Este volumen de mensajes, que a veces llega a decenas de tuits en un solo día, ha resultado extraño para muchos líderes del mundo. Da Silva ha dicho en repetidas ocasiones que un político debe tener tiempo para pensar y anunciar sus decisiones en forma de políticas oficiales, no publicar cada emoción momentánea en un tuit. Incluso en una de sus declaraciones señaló: “Si el presidente de un país grande tuitea tanto todos los días, entonces ¿cuándo gobierna el país?”. Esta mirada irónica muestra por qué el comportamiento de Trump se ha convertido para él en un tema adecuado para la crítica y la burla.
Trump también aborda asuntos internacionales en sus publicaciones con la misma rapidez y vehemencia. En ocasiones, en cuestión de minutos, ha difundido mensajes consecutivos sobre líderes de otros países: en un momento destaca una buena relación bilateral y, casi de inmediato, lanza amenazas o críticas. Para dirigentes como Lula da Silva, firmes defensores de la diplomacia tradicional y de las negociaciones discretas, este tipo de comportamiento constituye una señal de inestabilidad e imprevisibilidad en la conducción de la política exterior.
Además, Trump ha utilizado repetidamente Twitter para atacar a sus opositores internos. Ha arremetido con expresiones duras contra congresistas, gobernadores, periodistas e incluso exmiembros de su propio gobierno. Este estilo de discurso, más propio de las disputas en las redes sociales que del comportamiento de un presidente, resulta inusual e incluso ridículo para Da Silva y muchos otros líderes mundiales.
En síntesis, el motivo de la burla de Lula da Silva no radica únicamente en la gran cantidad de mensajes que Donald Trump publica en redes sociales, sino en el tipo de uso que hace de esta herramienta: un uso en el que se diluye la frontera entre la política oficial y las reacciones personales. Para el presidente de Brasil, este comportamiento es representativo de una forma de hacer política apresurada y emocional, a la que se ha referido en diversas ocasiones con ironía y espíritu crítico, y que considera un rasgo distintivo —y a veces desconcertante— del estilo de gobierno de Trump.

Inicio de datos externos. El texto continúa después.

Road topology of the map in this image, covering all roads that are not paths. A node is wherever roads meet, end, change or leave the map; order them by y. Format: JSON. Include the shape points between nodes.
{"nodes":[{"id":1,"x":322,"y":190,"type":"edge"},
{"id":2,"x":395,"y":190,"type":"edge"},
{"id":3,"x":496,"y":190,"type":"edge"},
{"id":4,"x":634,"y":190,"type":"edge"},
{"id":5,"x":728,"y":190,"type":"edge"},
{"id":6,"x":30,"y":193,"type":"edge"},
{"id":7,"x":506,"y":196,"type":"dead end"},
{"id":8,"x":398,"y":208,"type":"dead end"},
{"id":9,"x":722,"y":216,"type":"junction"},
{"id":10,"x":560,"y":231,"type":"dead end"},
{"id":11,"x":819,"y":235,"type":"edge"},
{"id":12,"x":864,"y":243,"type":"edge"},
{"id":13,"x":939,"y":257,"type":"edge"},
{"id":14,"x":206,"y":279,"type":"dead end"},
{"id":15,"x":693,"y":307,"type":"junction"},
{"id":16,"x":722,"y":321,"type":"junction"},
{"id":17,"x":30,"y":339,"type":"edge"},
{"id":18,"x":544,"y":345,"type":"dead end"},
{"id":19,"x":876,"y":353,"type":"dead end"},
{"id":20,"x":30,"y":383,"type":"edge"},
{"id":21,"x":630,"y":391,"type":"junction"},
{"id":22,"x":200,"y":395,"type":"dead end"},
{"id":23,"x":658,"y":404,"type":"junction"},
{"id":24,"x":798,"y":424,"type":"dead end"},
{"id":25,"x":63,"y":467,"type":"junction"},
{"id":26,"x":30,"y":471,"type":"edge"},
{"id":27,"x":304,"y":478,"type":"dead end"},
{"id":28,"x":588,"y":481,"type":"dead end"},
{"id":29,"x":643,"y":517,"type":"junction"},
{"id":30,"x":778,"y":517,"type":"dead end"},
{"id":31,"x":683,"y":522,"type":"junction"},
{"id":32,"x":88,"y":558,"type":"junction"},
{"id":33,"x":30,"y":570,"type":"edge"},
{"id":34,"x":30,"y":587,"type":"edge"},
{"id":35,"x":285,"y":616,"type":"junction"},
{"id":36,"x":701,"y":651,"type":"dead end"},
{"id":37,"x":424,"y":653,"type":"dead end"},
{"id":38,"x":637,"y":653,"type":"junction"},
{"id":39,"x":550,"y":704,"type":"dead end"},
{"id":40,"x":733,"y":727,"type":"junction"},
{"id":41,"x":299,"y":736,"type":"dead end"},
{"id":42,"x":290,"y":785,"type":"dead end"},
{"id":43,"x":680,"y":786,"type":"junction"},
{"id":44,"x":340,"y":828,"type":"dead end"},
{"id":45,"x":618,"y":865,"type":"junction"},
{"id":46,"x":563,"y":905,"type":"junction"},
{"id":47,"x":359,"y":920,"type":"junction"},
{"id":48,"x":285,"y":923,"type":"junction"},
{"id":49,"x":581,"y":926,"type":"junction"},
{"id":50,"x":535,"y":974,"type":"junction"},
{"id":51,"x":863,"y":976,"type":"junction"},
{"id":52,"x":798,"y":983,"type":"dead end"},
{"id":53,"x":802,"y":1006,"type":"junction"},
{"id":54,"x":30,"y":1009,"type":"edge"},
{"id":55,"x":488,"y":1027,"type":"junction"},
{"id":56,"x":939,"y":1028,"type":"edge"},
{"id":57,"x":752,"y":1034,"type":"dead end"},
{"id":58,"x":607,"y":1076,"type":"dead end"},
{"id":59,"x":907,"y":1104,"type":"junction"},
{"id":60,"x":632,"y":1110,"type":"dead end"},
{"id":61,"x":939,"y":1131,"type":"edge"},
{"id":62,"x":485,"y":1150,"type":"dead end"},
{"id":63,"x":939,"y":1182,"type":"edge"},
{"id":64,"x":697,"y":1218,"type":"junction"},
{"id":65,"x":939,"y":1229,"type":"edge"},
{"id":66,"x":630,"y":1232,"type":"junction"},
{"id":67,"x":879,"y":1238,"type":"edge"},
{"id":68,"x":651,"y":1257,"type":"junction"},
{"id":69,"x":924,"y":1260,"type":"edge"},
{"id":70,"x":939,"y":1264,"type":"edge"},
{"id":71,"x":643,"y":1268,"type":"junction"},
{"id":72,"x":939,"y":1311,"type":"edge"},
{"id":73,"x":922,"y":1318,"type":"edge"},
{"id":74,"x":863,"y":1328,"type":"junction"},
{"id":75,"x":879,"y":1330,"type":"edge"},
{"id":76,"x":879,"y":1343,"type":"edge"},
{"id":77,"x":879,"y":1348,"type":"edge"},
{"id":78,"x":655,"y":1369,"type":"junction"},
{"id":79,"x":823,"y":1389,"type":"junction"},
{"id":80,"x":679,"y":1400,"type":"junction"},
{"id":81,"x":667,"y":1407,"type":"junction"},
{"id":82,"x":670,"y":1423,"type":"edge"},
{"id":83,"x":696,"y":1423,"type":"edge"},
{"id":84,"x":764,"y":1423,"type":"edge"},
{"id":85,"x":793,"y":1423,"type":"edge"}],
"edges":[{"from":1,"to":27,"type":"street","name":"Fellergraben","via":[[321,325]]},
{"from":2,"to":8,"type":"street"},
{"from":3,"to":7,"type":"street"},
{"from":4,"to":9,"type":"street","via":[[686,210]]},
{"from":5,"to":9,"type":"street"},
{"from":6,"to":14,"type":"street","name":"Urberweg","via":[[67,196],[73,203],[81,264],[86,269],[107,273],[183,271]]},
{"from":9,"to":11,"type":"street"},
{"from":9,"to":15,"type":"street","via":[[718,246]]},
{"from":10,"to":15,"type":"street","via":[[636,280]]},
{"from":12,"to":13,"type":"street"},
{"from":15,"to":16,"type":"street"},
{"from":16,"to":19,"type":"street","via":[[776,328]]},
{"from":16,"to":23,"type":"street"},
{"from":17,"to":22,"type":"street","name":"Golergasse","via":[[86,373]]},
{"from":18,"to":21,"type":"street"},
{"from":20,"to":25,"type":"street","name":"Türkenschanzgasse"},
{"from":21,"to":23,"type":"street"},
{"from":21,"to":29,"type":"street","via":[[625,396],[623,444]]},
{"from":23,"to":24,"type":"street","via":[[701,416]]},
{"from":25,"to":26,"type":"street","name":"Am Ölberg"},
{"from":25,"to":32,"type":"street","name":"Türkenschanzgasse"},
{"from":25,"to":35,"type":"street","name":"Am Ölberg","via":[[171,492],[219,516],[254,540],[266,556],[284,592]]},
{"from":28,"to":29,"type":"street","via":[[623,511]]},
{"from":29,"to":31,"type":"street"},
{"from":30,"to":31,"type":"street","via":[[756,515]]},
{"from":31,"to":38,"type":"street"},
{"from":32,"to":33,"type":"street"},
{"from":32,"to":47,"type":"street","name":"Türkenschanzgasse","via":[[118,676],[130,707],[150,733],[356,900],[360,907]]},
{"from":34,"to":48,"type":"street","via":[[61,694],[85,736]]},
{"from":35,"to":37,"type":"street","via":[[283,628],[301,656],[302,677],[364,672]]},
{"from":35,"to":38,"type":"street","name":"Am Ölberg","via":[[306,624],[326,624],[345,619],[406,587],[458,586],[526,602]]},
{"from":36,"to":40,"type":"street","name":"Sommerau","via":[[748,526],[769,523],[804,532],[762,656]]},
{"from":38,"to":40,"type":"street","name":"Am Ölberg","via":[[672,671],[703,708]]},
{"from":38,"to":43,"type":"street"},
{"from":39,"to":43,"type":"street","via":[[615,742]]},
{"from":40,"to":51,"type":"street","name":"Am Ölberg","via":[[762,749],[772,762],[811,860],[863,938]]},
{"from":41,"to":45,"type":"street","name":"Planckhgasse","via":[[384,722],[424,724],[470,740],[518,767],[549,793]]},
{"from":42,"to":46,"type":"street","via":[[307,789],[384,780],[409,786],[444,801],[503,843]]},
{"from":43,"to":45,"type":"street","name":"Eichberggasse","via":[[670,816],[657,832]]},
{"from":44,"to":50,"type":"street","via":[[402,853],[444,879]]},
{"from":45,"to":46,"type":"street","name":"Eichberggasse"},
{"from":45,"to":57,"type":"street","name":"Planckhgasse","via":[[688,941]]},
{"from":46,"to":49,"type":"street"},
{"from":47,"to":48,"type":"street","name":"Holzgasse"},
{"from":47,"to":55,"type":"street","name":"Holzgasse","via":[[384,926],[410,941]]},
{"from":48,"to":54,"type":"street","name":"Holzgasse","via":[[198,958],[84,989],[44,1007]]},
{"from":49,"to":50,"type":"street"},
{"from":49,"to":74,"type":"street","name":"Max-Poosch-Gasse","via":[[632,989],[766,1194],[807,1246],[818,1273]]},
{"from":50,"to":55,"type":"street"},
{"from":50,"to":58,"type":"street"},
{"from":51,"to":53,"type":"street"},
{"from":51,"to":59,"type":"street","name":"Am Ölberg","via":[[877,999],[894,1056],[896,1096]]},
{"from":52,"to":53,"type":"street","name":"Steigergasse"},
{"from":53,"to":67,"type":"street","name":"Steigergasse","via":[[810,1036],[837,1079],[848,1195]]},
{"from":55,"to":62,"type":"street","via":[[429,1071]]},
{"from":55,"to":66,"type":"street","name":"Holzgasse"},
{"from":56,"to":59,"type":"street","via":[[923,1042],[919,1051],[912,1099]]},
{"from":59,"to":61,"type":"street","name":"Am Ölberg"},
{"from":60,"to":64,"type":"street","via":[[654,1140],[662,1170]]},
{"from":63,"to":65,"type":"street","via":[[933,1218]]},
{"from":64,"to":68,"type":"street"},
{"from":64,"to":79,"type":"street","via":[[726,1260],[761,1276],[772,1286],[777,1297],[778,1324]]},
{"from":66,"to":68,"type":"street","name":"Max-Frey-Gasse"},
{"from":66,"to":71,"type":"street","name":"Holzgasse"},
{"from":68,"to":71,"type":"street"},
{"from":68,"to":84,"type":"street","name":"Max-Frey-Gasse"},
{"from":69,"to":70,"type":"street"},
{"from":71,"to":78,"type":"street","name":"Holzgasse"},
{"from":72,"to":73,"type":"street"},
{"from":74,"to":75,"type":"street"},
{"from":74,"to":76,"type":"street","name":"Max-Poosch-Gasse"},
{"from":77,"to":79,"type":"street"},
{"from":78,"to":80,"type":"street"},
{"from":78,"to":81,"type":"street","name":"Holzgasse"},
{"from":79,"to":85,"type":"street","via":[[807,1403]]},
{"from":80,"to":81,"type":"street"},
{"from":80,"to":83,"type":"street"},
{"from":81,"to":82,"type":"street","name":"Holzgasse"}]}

Cabe destacar, además, que Trump, en su segundo mandato presidencial, al recurrir a la red social Truth Social, no solo no ha abandonado su práctica anterior, sino que la ha intensificado. Lejos de moderar su conducta comunicativa, se ha convertido en un usuario extremadamente prolífico, difundiendo un volumen vertiginoso de mensajes de todo tipo. En muchos casos, estos resultan contradictorios entre sí o reflejan cambios de postura rápidos y poco meditados, lo que refuerza la percepción de un liderazgo impulsivo y controvertido.